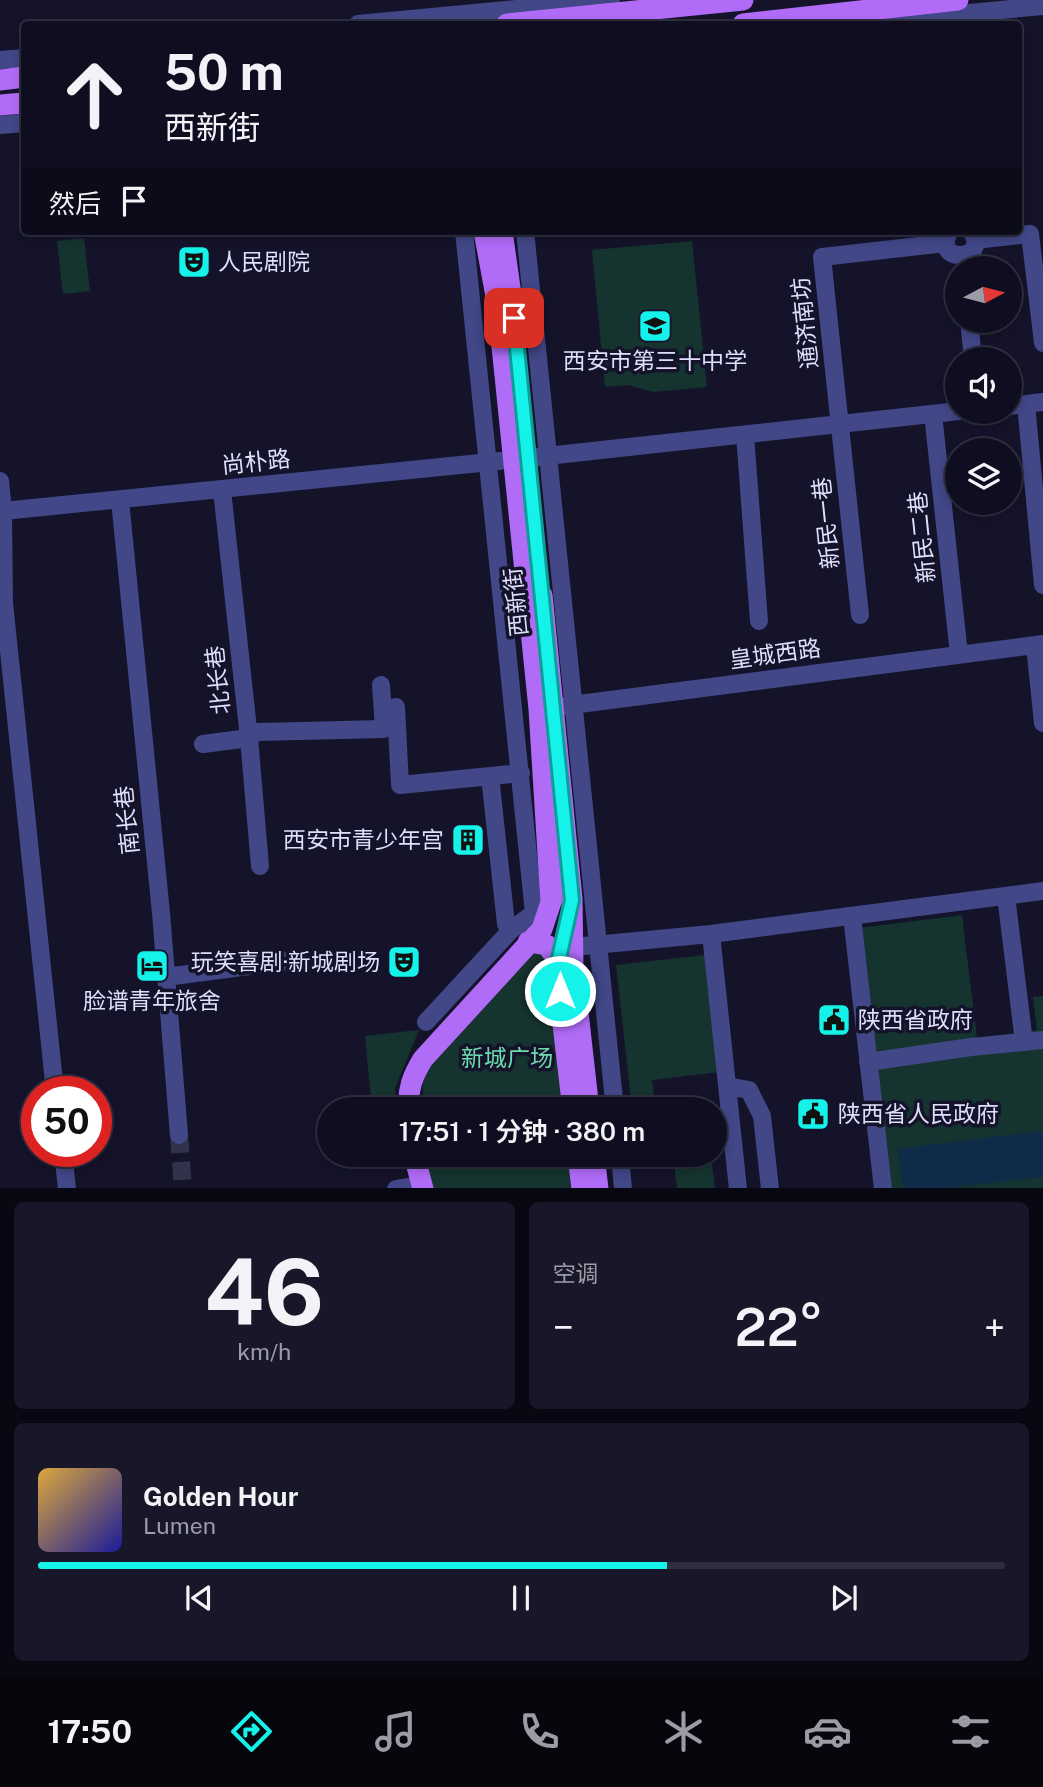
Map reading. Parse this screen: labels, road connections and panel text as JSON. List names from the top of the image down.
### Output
{
  "streets": {
    "main road": ["西新街"],
    "street": [
      "通济南坊",
      "尚朴路",
      "新民一巷",
      "新民二巷",
      "皇城西路",
      "北长巷",
      "南长巷"
    ]
  },
  "crossings": [
    ["通济南坊", "尚朴路"],
    ["通济南坊", "新民一巷"],
    ["尚朴路", "新民一巷"],
    ["尚朴路", "新民二巷"],
    ["尚朴路", "西新街"],
    ["尚朴路", "北长巷"],
    ["尚朴路", "南长巷"],
    ["新民二巷", "皇城西路"],
    ["西新街", "皇城西路"]
  ],
  "parks": ["新城广场"],
  "places": {
    "theatre": ["人民剧院", "玩笑喜剧·新城剧场"],
    "school or university": ["西安市第三十中学"],
    "building": ["西安市青少年宫"],
    "hotel": ["脸谱青年旅舍"],
    "public building": ["陕西省政府", "陕西省人民政府"]
  },
  "north": "right",
  "page": {
    "turn": ["50 m", "西新街"],
    "then": "然后",
    "limit": "50",
    "trip": "17:51 · 1 分钟 · 380 m",
    "tile": [
      ["46", "km/h"],
      "空调"
    ],
    "heat": ["−", "22°", "+"],
    "song": ["Golden Hour", "Lumen"],
    "tabs": "17:50"
  }
}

—————

Repeat the data exactly in full, omitting its pictures.

→ RESPONSE TO THE EXERCISE
Map reading. Parse this screen: labels, road connections and panel text as JSON. List names from the top of the image down.
### Output
{
  "streets": {
    "main road": ["西新街"],
    "street": [
      "通济南坊",
      "尚朴路",
      "新民一巷",
      "新民二巷",
      "皇城西路",
      "北长巷",
      "南长巷"
    ]
  },
  "crossings": [
    ["通济南坊", "尚朴路"],
    ["通济南坊", "新民一巷"],
    ["尚朴路", "新民一巷"],
    ["尚朴路", "新民二巷"],
    ["尚朴路", "西新街"],
    ["尚朴路", "北长巷"],
    ["尚朴路", "南长巷"],
    ["新民二巷", "皇城西路"],
    ["西新街", "皇城西路"]
  ],
  "parks": ["新城广场"],
  "places": {
    "theatre": ["人民剧院", "玩笑喜剧·新城剧场"],
    "school or university": ["西安市第三十中学"],
    "building": ["西安市青少年宫"],
    "hotel": ["脸谱青年旅舍"],
    "public building": ["陕西省政府", "陕西省人民政府"]
  },
  "north": "right",
  "page": {
    "turn": ["50 m", "西新街"],
    "then": "然后",
    "limit": "50",
    "trip": "17:51 · 1 分钟 · 380 m",
    "tile": [
      ["46", "km/h"],
      "空调"
    ],
    "heat": ["−", "22°", "+"],
    "song": ["Golden Hour", "Lumen"],
    "tabs": "17:50"
  }
}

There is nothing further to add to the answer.